First it must be noted that this policy document is an overview of E2BN policy on filtering internet access and the Protex system. The systems put in place by E2BN and, in particular, the architecture of the filtering solution, allow member Authorities and schools with their own local Protex system to vary the policy that is decided regionally. The policy outlined here does not negate the need for LAs and schools to think through their own policies in this area.

Filtering

Some would argue that there should be no filtering of internet content and that exposure to, and education about, the dangers of the internet must be the way forward. The main arguement put forward is that as pupils can access the whole gamut of material on their home computers filtering internet access at school provides a false sense of security. We reject this argument on two grounds: (1) the argument for pornographic or explicitly violent magazines in a school library has never, to our knowledge, been seriously proposed and we view internet access in the same way. (2) there are good legal and educational reasons for offering a safe environment for pupils to explore the vast body of information on the internet and preventing access (whether on purpose or accidently) to unsuitable material.

URL Filtering

E2BN subscribe to a number of commercial lists of URLs. These are regularly updated and collated into the lists used within the Protex system which are then distributed to the LA and local Protex systems overnight.

Clearly even the best URL system has its limitations as usuitable sites are springing up all the time so it will never be 100% perfect. In fact it is even more difficult to develop a "perfect" list as not everyone will agree what a bad site is. One person's acceptable site is another's porn and in education the definition of "inappropriate" will change depending upon the age of the user.
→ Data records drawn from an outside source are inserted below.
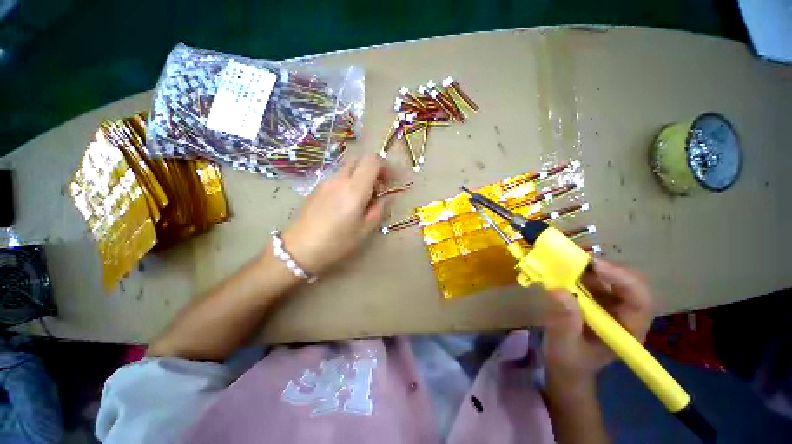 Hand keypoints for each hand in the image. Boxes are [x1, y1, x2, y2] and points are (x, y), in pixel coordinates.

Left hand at [280, 154, 392, 274]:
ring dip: (361, 175)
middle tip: (379, 187)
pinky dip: (349, 180)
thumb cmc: (336, 243)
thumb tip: (385, 197)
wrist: (299, 249)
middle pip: (360, 159)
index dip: (386, 166)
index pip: (372, 160)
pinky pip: (338, 176)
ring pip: (348, 167)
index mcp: (354, 189)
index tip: (392, 180)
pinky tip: (348, 200)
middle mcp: (340, 179)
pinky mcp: (317, 187)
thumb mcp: (365, 230)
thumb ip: (379, 209)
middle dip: (374, 168)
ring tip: (365, 196)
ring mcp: (326, 182)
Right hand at [543, 259, 653, 393]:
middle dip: (606, 267)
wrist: (566, 365)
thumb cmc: (569, 360)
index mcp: (628, 329)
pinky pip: (594, 278)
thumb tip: (558, 290)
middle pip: (630, 281)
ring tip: (567, 260)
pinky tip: (565, 268)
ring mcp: (612, 304)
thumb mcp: (564, 345)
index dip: (622, 279)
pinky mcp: (598, 298)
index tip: (594, 265)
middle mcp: (626, 312)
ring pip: (612, 276)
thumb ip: (564, 322)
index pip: (639, 299)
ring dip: (590, 265)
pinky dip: (580, 269)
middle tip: (577, 260)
The URL list is divided into categories which E2BN uses to refine the filter profiles. So, for example, while porn is blocked in all categories (including Staff) adult is blocked in the student profiles but allowed for staff.

The Protex system offers a way to adjust these commercial URL lists. Each protex server maintains a set of local lists which are added to the standard distributed ones. At its simplest this allows a LA or school with its own Protex server or to add to, or remove URLs from, the lists provided by E2BN.
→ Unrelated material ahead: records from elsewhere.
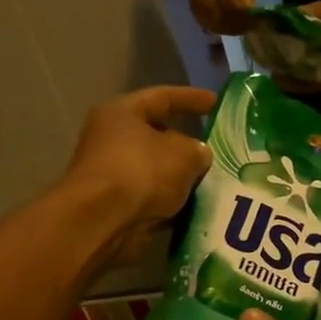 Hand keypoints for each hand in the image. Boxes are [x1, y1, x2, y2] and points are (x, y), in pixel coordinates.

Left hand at [63, 87, 214, 259]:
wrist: (102, 221)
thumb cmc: (142, 172)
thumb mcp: (184, 154)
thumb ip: (198, 150)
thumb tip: (199, 155)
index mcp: (123, 113)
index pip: (163, 97)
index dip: (193, 98)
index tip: (218, 103)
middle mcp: (111, 139)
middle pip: (158, 136)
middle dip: (188, 144)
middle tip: (218, 151)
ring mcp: (112, 173)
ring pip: (157, 170)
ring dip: (182, 177)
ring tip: (215, 183)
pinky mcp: (116, 204)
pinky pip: (153, 197)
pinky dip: (172, 202)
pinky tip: (197, 208)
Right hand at [181, 0, 263, 35]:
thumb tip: (245, 8)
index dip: (239, 6)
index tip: (256, 16)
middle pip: (207, 6)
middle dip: (231, 20)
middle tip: (252, 25)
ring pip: (203, 15)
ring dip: (225, 25)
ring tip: (245, 25)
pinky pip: (202, 15)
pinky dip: (219, 23)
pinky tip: (235, 22)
The typical terms used in URL based web filterind are "Whitelists" and "Blacklists". Because DansGuardian has (a) the concept of the "greylist" which can be confusing and (b) the ability to block downloaded files on the basis of their file extension we have changed the terms we use when talking about filtering to the more self explanatory Trusted, Blocked, and ContentChecked.
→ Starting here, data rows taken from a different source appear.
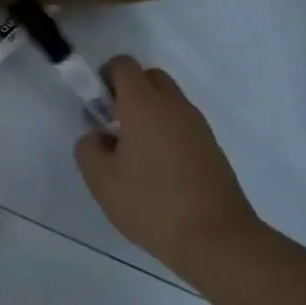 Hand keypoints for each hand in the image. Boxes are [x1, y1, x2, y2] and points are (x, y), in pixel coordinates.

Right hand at [75, 57, 267, 282]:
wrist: (217, 239)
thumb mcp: (101, 180)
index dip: (105, 77)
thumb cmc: (152, 204)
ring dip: (149, 113)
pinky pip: (182, 124)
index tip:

Trusted sites ("whitelisting")

Making a site Trusted has two effects.

Firstly: if the URL would normally have been blocked then this will be overridden and the page will be returned to the client browser. Any subsequent update to the lists will have no effect on a trusted site (for example a trusted site which at some later date is added to the main blacklists will still not be blocked - the trusted listing overrides the blacklist.

Making a site trusted is not to be done lightly as you must really trust the site never to contain or distribute inappropriate material. Parts of sites may be trusted and others not as long as they can be distiunguished by URL - for example while mydomain.com may not be trusted you may feel that mydomain.com/education can be.

The second effect is that by making a domain or site trusted you are explicitly trusting any downloadable files it contains as no extension blocking takes place.

E2BN has made the decision to trust certain categories of site (.gov.uk; .sch.uk; for example) and some specific sites (e2bn.org is one such others being various education sites, manufacturer sites, etc.). These can easily be added to at a regional or LA level.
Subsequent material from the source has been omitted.